Bill Page, Head of EMEA Office Research at Jones Lang LaSalle, “Office demand is generally still being driven by lease events and consolidation, but there are signs of increased occupier optimism particularly in the Nordics, Germany and France. Looking ahead, we expect greater expansionary demand, but fiscal tightening continues to undermine confidence in countries such as Spain, Greece, Portugal and Ireland.
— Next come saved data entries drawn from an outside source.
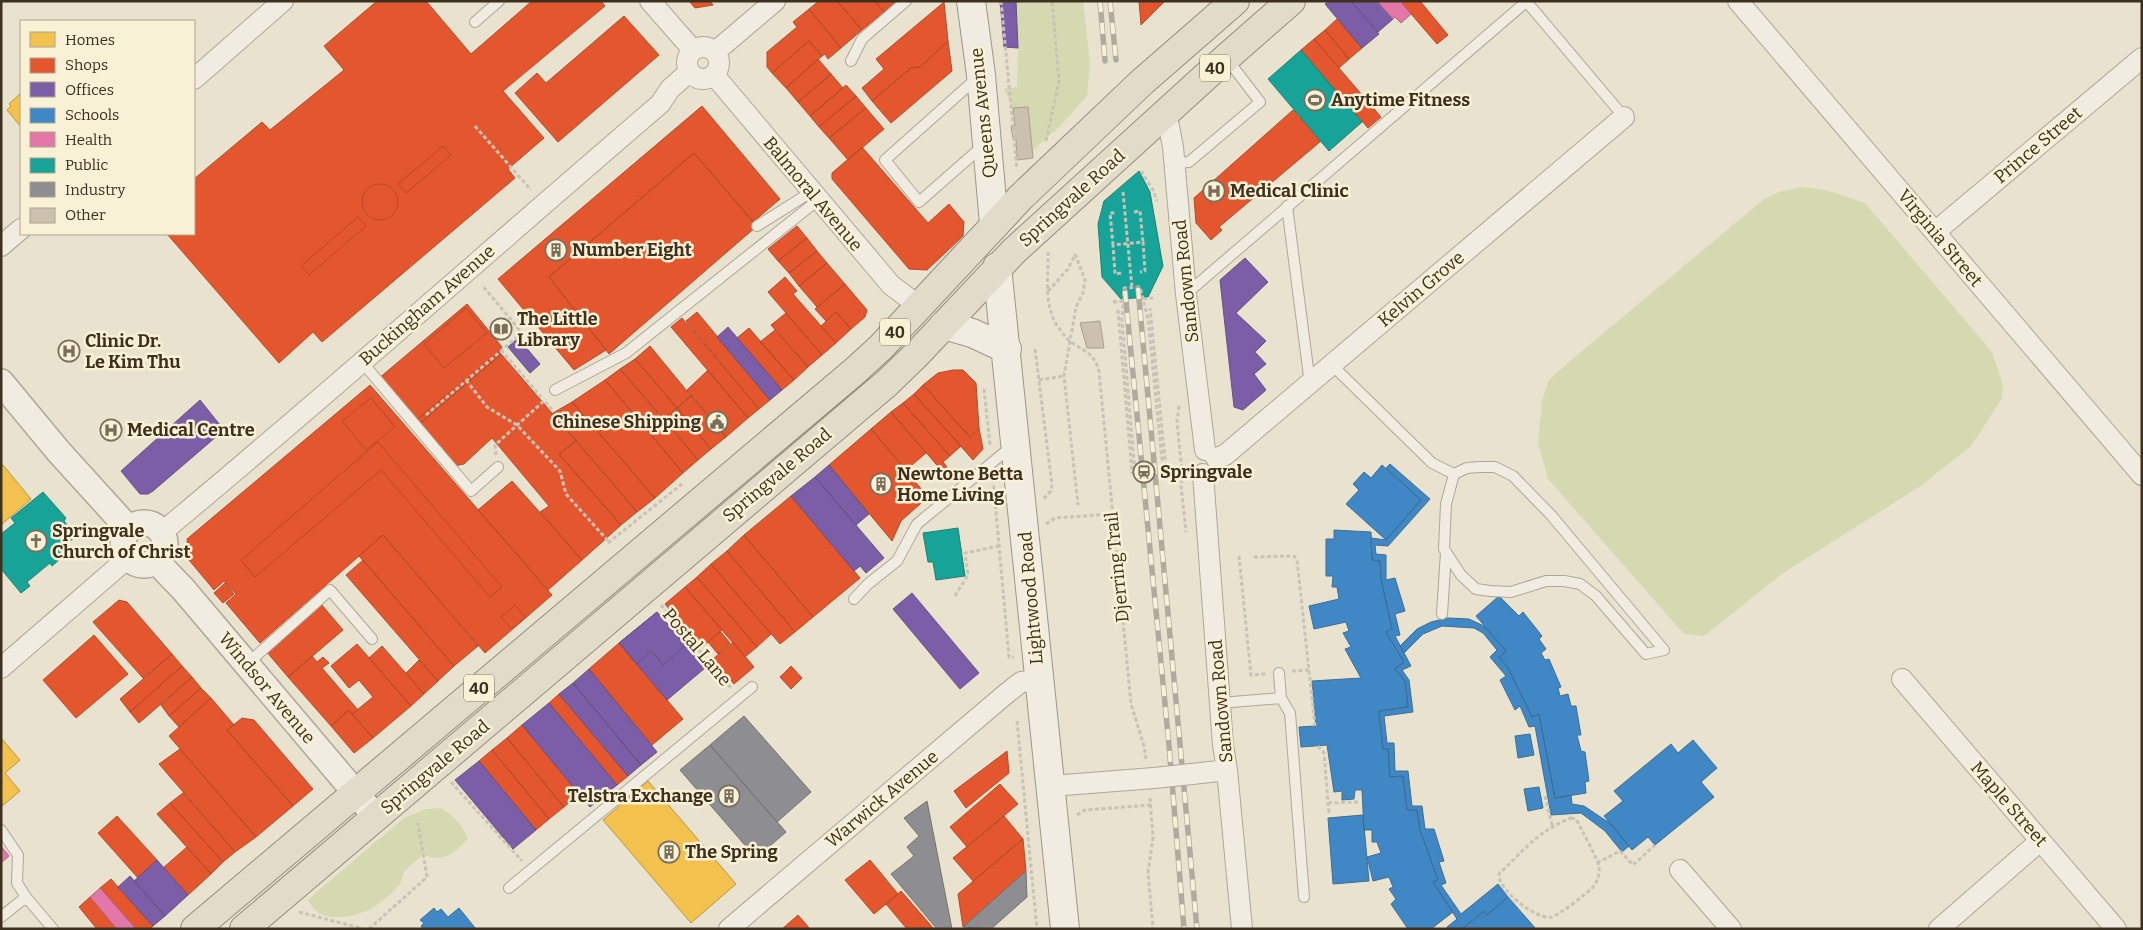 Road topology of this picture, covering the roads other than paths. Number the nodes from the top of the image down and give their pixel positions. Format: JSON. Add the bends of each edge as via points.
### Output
{"nodes":[{"id":1,"x":283,"y":1,"type":"edge"},
{"id":2,"x":500,"y":1,"type":"edge"},
{"id":3,"x":650,"y":1,"type":"edge"},
{"id":4,"x":775,"y":1,"type":"edge"},
{"id":5,"x":906,"y":1,"type":"edge"},
{"id":6,"x":971,"y":1,"type":"edge"},
{"id":7,"x":1235,"y":1,"type":"edge"},
{"id":8,"x":1292,"y":1,"type":"edge"},
{"id":9,"x":1738,"y":1,"type":"edge"},
{"id":10,"x":1526,"y":2,"type":"edge"},
{"id":11,"x":475,"y":22,"type":"dead end"},
{"id":12,"x":693,"y":50,"type":"junction"},
{"id":13,"x":715,"y":52,"type":"junction"},
{"id":14,"x":1226,"y":58,"type":"junction"},
{"id":15,"x":2142,"y":58,"type":"edge"},
{"id":16,"x":850,"y":61,"type":"dead end"},
{"id":17,"x":689,"y":72,"type":"junction"},
{"id":18,"x":981,"y":74,"type":"junction"},
{"id":19,"x":714,"y":76,"type":"junction"},
{"id":20,"x":195,"y":78,"type":"edge"},
{"id":21,"x":1166,"y":112,"type":"junction"},
{"id":22,"x":1624,"y":117,"type":"joint"},
{"id":23,"x":987,"y":142,"type":"junction"},
{"id":24,"x":1174,"y":163,"type":"junction"},
{"id":25,"x":814,"y":196,"type":"junction"},
{"id":26,"x":1287,"y":206,"type":"junction"},
{"id":27,"x":994,"y":224,"type":"junction"},
{"id":28,"x":757,"y":226,"type":"dead end"},
{"id":29,"x":20,"y":230,"type":"edge"},
{"id":30,"x":1935,"y":232,"type":"junction"},
{"id":31,"x":1,"y":246,"type":"edge"},
{"id":32,"x":997,"y":267,"type":"junction"},
{"id":33,"x":1186,"y":294,"type":"junction"},
{"id":34,"x":919,"y":306,"type":"junction"},
{"id":35,"x":944,"y":325,"type":"junction"},
{"id":36,"x":1007,"y":349,"type":"junction"},
{"id":37,"x":362,"y":362,"type":"junction"},
{"id":38,"x":1332,"y":365,"type":"junction"},
{"id":39,"x":1,"y":382,"type":"edge"},
{"id":40,"x":1310,"y":384,"type":"junction"},
{"id":41,"x":556,"y":390,"type":"road end"},
{"id":42,"x":1016,"y":444,"type":"junction"},
{"id":43,"x":1210,"y":454,"type":"junction"},
{"id":44,"x":498,"y":467,"type":"road end"},
{"id":45,"x":2140,"y":470,"type":"edge"},
{"id":46,"x":1203,"y":474,"type":"joint"},
{"id":47,"x":1454,"y":474,"type":"junction"},
{"id":48,"x":129,"y":529,"type":"junction"},
{"id":49,"x":161,"y":533,"type":"junction"},
{"id":50,"x":1446,"y":552,"type":"junction"},
{"id":51,"x":128,"y":558,"type":"junction"},
{"id":52,"x":156,"y":561,"type":"junction"},
{"id":53,"x":854,"y":599,"type":"dead end"},
{"id":54,"x":1442,"y":614,"type":"dead end"},
{"id":55,"x":372,"y":639,"type":"dead end"},
{"id":56,"x":247,"y":664,"type":"junction"},
{"id":57,"x":1,"y":668,"type":"edge"},
{"id":58,"x":1279,"y":673,"type":"road end"},
{"id":59,"x":1902,"y":679,"type":"dead end"},
{"id":60,"x":1039,"y":680,"type":"junction"},
{"id":61,"x":752,"y":687,"type":"dead end"},
{"id":62,"x":1281,"y":698,"type":"junction"},
{"id":63,"x":1220,"y":703,"type":"junction"},
{"id":64,"x":1227,"y":770,"type":"junction"},
{"id":65,"x":1051,"y":786,"type":"junction"},
{"id":66,"x":356,"y":793,"type":"junction"},
{"id":67,"x":376,"y":817,"type":"junction"},
{"id":68,"x":1,"y":830,"type":"edge"},
{"id":69,"x":2040,"y":841,"type":"junction"},
{"id":70,"x":1680,"y":870,"type":"dead end"},
{"id":71,"x":509,"y":888,"type":"dead end"},
{"id":72,"x":236,"y":894,"type":"junction"},
{"id":73,"x":26,"y":897,"type":"junction"},
{"id":74,"x":1304,"y":897,"type":"dead end"},
{"id":75,"x":1,"y":918,"type":"edge"},
{"id":76,"x":253,"y":925,"type":"edge"},
{"id":77,"x":53,"y":929,"type":"edge"},
{"id":78,"x":195,"y":929,"type":"edge"},
{"id":79,"x":729,"y":929,"type":"edge"},
{"id":80,"x":1064,"y":929,"type":"edge"},
{"id":81,"x":1242,"y":929,"type":"edge"},
{"id":82,"x":1731,"y":929,"type":"edge"},
{"id":83,"x":1939,"y":929,"type":"edge"},
{"id":84,"x":2116,"y":929,"type":"edge"}],
"edges":[{"from":1,"to":20,"type":"street"},
{"from":2,"to":11,"type":"lane"},
{"from":3,"to":12,"type":"street"},
{"from":4,"to":13,"type":"street"},
{"from":5,"to":16,"type":"lane","via":[[862,39]]},
{"from":6,"to":18,"type":"main road","name":"Queens Avenue"},
{"from":7,"to":27,"type":"highway","name":"Springvale Road","number":"40","via":[[1121,101],[1033,171]]},
{"from":8,"to":14,"type":"highway","name":"Springvale Road","number":"40"},
{"from":9,"to":30,"type":"street","name":"Virginia Street"},
{"from":10,"to":22,"type":"lane"},
{"from":10,"to":26,"type":"lane"},
{"from":12,"to":13,"type":"street","via":[[707,47]]},
{"from":12,"to":17,"type":"street","via":[[687,58]]},
{"from":13,"to":19,"type":"street","via":[[719,67]]},
{"from":14,"to":21,"type":"highway","name":"Springvale Road","number":"40"},
{"from":14,"to":24,"type":"lane","via":[[1260,102],[1189,162]]},
{"from":15,"to":30,"type":"street","name":"Prince Street"},
{"from":17,"to":19,"type":"street","via":[[698,79]]},
{"from":17,"to":37,"type":"street","name":"Buckingham Avenue","via":[[670,89],[660,104]]},
{"from":18,"to":23,"type":"main road","name":"Queens Avenue"},
{"from":18,"to":23,"type":"lane","via":[[885,160],[919,202]]},
{"from":19,"to":25,"type":"street","name":"Balmoral Avenue"},
{"from":21,"to":24,"type":"street","name":"Sandown Road"},
{"from":21,"to":32,"type":"highway","name":"Springvale Road","number":"40"},
{"from":22,"to":38,"type":"street","name":"Kelvin Grove"},
{"from":23,"to":27,"type":"main road","name":"Queens Avenue"},
{"from":24,"to":33,"type":"street","name":"Sandown Road"},
{"from":25,"to":28,"type":"lane"},
{"from":25,"to":34,"type":"street","name":"Balmoral Avenue","via":[[892,285]]},
{"from":25,"to":41,"type":"lane","via":[[626,353]]},
{"from":26,"to":33,"type":"lane"},
{"from":26,"to":40,"type":"lane"},
{"from":27,"to":32,"type":"highway"},
{"from":27,"to":34,"type":"highway","name":"Springvale Road","number":"40"},
{"from":29,"to":31,"type":"street"},
{"from":30,"to":45,"type":"street","name":"Virginia Street"},
{"from":32,"to":35,"type":"highway","name":"Springvale Road","number":"40"},
{"from":32,"to":36,"type":"main road","name":"Lightwood Road"},
{"from":33,"to":43,"type":"street","name":"Sandown Road"},
{"from":34,"to":66,"type":"highway","name":"Springvale Road","number":"40","via":[[856,370]]},
{"from":35,"to":36,"type":"main road"},
{"from":35,"to":67,"type":"highway","name":"Springvale Road","number":"40","via":[[887,383]]},
{"from":36,"to":42,"type":"main road","name":"Lightwood Road"},
{"from":37,"to":44,"type":"lane","via":[[471,491]]},
{"from":37,"to":49,"type":"street","name":"Buckingham Avenue"},
{"from":38,"to":40,"type":"street","name":"Kelvin Grove"},
{"from":38,"to":47,"type":"lane","via":[[1432,463]]},
{"from":39,"to":48,"type":"street"},
{"from":40,"to":43,"type":"street","name":"Kelvin Grove","via":[[1225,455]]},
{"from":42,"to":53,"type":"lane","via":[[918,524],[896,561]]},
{"from":42,"to":60,"type":"main road","name":"Lightwood Road"},
{"from":43,"to":46,"type":"street","name":"Kelvin Grove","via":[[1214,470]]},
{"from":46,"to":63,"type":"street","name":"Sandown Road"},
{"from":47,"to":50,"type":"lane","via":[[1446,504]]},
{"from":47,"to":50,"type":"lane","via":[[1467,468],[1495,467],[1514,476],[1551,515],[1664,650],[1646,654],[1596,596],[1580,584],[1546,582],[1511,592],[1476,589],[1461,575]]},
{"from":48,"to":49,"type":"street","via":[[146,524]]},
{"from":48,"to":51,"type":"street","via":[[123,546]]},
{"from":49,"to":52,"type":"street","via":[[164,545]]},
{"from":50,"to":54,"type":"lane"},
{"from":51,"to":52,"type":"street","via":[[144,565]]},
{"from":51,"to":57,"type":"street"},
{"from":52,"to":56,"type":"street","name":"Windsor Avenue"},
{"from":55,"to":56,"type":"lane","via":[[330,590]]},
{"from":56,"to":66,"type":"street","name":"Windsor Avenue"},
{"from":58,"to":62,"type":"lane"},
{"from":59,"to":69,"type":"street","name":"Maple Street"},
{"from":60,"to":65,"type":"main road","name":"Lightwood Road"},
{"from":60,"to":79,"type":"street","name":"Warwick Avenue","via":[[1020,682]]},
{"from":61,"to":71,"type":"lane"},
{"from":62,"to":63,"type":"lane"},
{"from":62,"to":74,"type":"lane","via":[[1290,713]]},
{"from":63,"to":64,"type":"street","name":"Sandown Road"},
{"from":64,"to":65,"type":"street","bridge":true,"via":[[1192,774],[1148,768]]},
{"from":64,"to":81,"type":"street","name":"Sandown Road"},
{"from":65,"to":80,"type":"main road","name":"Lightwood Road"},
{"from":66,"to":67,"type":"street","name":"Windsor Avenue"},
{"from":66,"to":72,"type":"highway","name":"Springvale Road","number":"40"},
{"from":67,"to":76,"type":"highway","name":"Springvale Road","number":"40"},
{"from":68,"to":73,"type":"lane","via":[[18,855],[18,883]]},
{"from":69,"to":83,"type":"street"},
{"from":69,"to":84,"type":"street","name":"Maple Street"},
{"from":70,"to":82,"type":"street"},
{"from":72,"to":76,"type":"street"},
{"from":72,"to":78,"type":"highway","name":"Springvale Road","number":"40"},
{"from":73,"to":75,"type":"lane"},
{"from":73,"to":77,"type":"lane"}]} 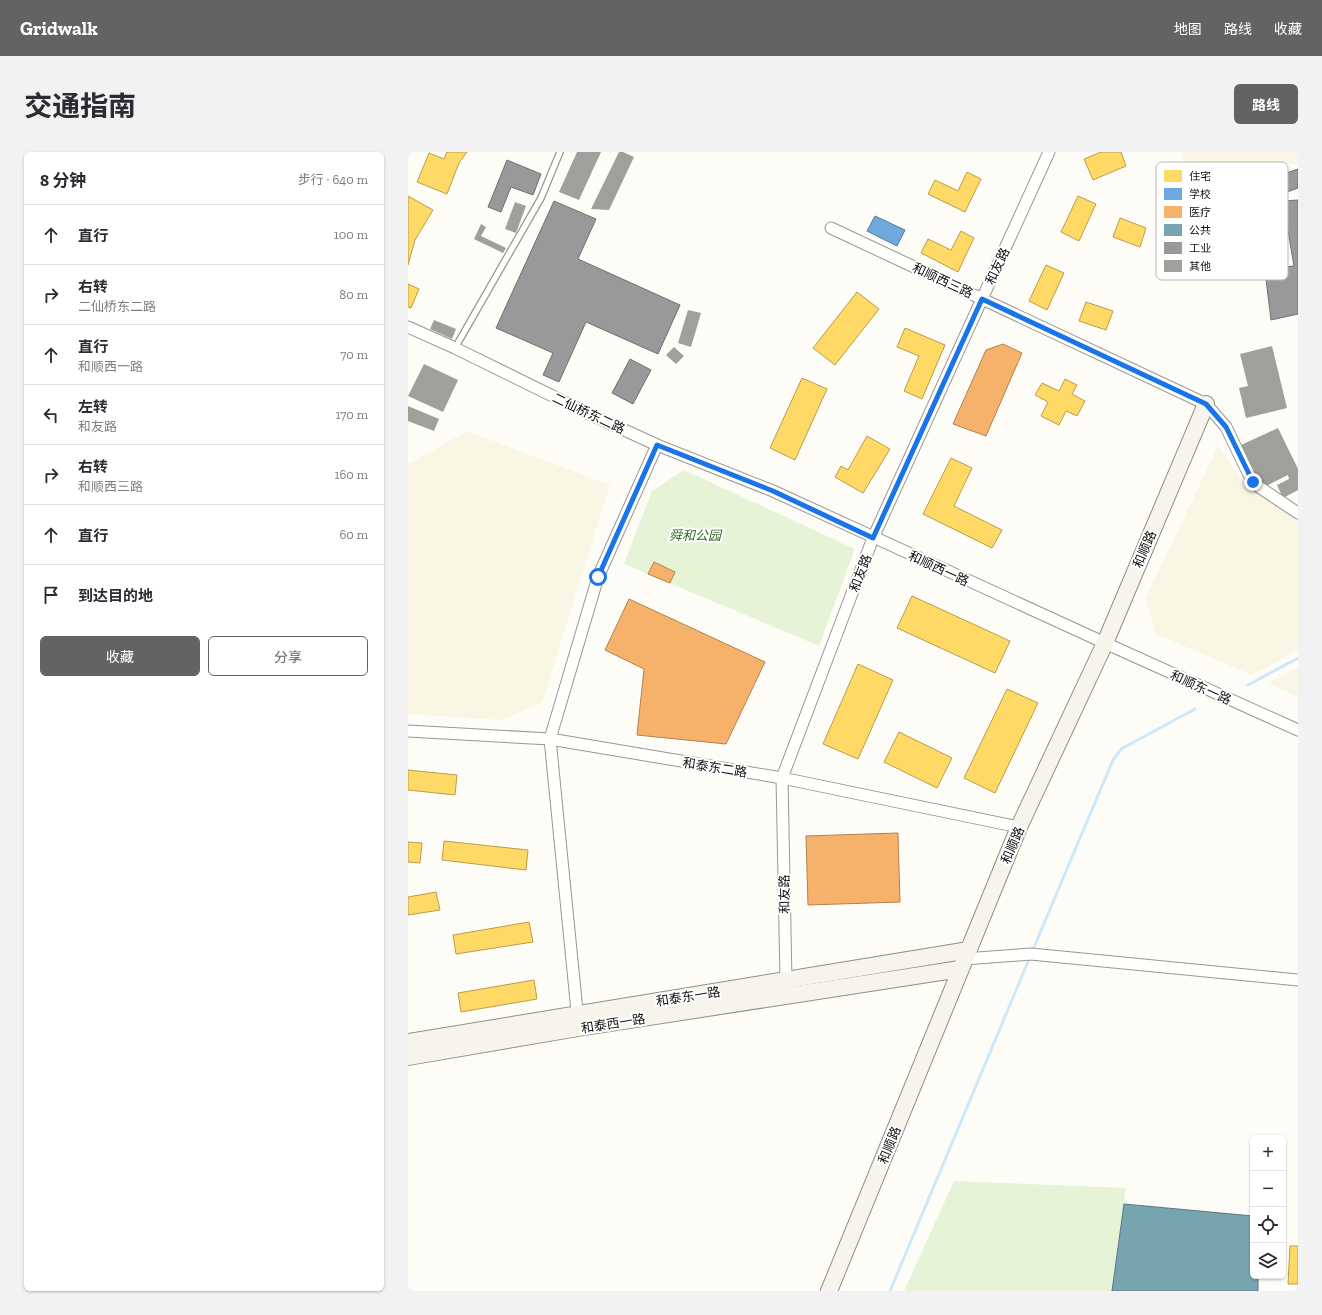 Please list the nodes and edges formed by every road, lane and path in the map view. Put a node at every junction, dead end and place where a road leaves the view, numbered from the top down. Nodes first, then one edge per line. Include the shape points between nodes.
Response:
1 (560, 152) edge
2 (1049, 152) edge
3 (831, 228) dead end
4 (982, 299) junction
5 (408, 327) edge
6 (455, 348) junction
7 (1206, 404) junction
8 (657, 445) junction
9 (773, 491) joint
10 (1298, 513) edge
11 (873, 538) junction
12 (1105, 643) junction
13 (1298, 730) edge
14 (408, 731) edge
15 (550, 739) junction
16 (782, 778) junction
17 (1019, 827) junction
18 (964, 959) junction
19 (786, 980) junction
20 (1298, 980) edge
21 (788, 996) junction
22 (578, 1021) junction
23 (408, 1042) edge
24 (408, 1057) edge
25 (829, 1291) edge

1 - 6 lane via 541,198
2 - 4 street, 和友路
3 - 4 street, 和顺西三路
4 - 7 street, 和顺西三路
4 - 11 street, 和友路
5 - 6 street, 二仙桥东二路
6 - 8 street, 二仙桥东二路
7 - 10 street via 1226,427 1253,482
7 - 12 street, 和顺路
8 - 9 street, 二仙桥东二路
8 - 15 street via 598,577
9 - 11 street, 和顺西一路
11 - 12 street, 和顺西一路
11 - 16 street, 和友路
12 - 13 street, 和顺东一路
12 - 17 street, 和顺路
14 - 15 street, 和泰东二路
15 - 16 street, 和泰东二路
15 - 22 street
16 - 17 street, 和泰东二路
16 - 19 street, 和友路
17 - 18 street, 和顺路
18 - 19 street, 和泰东一路
18 - 20 street via 1031,954
18 - 21 street, 和泰西一路
18 - 25 street, 和顺路
19 - 21 street, 和友路
19 - 22 street, 和泰东一路
21 - 22 street, 和泰西一路
22 - 23 street, 和泰东一路
22 - 24 street, 和泰西一路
In addition, unemployment in the European Union is only just starting to decline, although significant regional differences remain.”

Fionnuala O'Buachalla,  Director at Jones Lang LaSalle Ireland - "The uncertainty surrounding the possible introduction of a ban on upward only rent reviews in all existing leases is further undermining confidence by existing and potential new Landlords in the Irish market whilst occupiers wait with baited breath".

Nine European office markets showed an increase in vacancy rates with the biggest rise recorded in Rotterdam (+170 bps) and a rise of 50 bps witnessed in Amsterdam in Budapest. However vacancy rates also fell in 15 markets with the biggest fall recorded in Dublin (-120 bps). The European vacancy rate was marginally up by 10 bps up at 10.3 percent over the quarter and vacancy in Western Europe and the CEE remained nearly unchanged on an aggregated level.  In many markets, the vacancy rate for good quality office space is low, and this continues to drive prime rental stabilisation or growth.  Overall, the supply of second hand space is high and available at a significant discount to prime.

Deirdre Costello,  Director at Jones Lang LaSalle Ireland - "This is the first time that the Dublin market has seen a reduction in the vacancy rate in almost 3 years. Whilst it is still high, we are hopeful that it will reduce below 20% before the year end".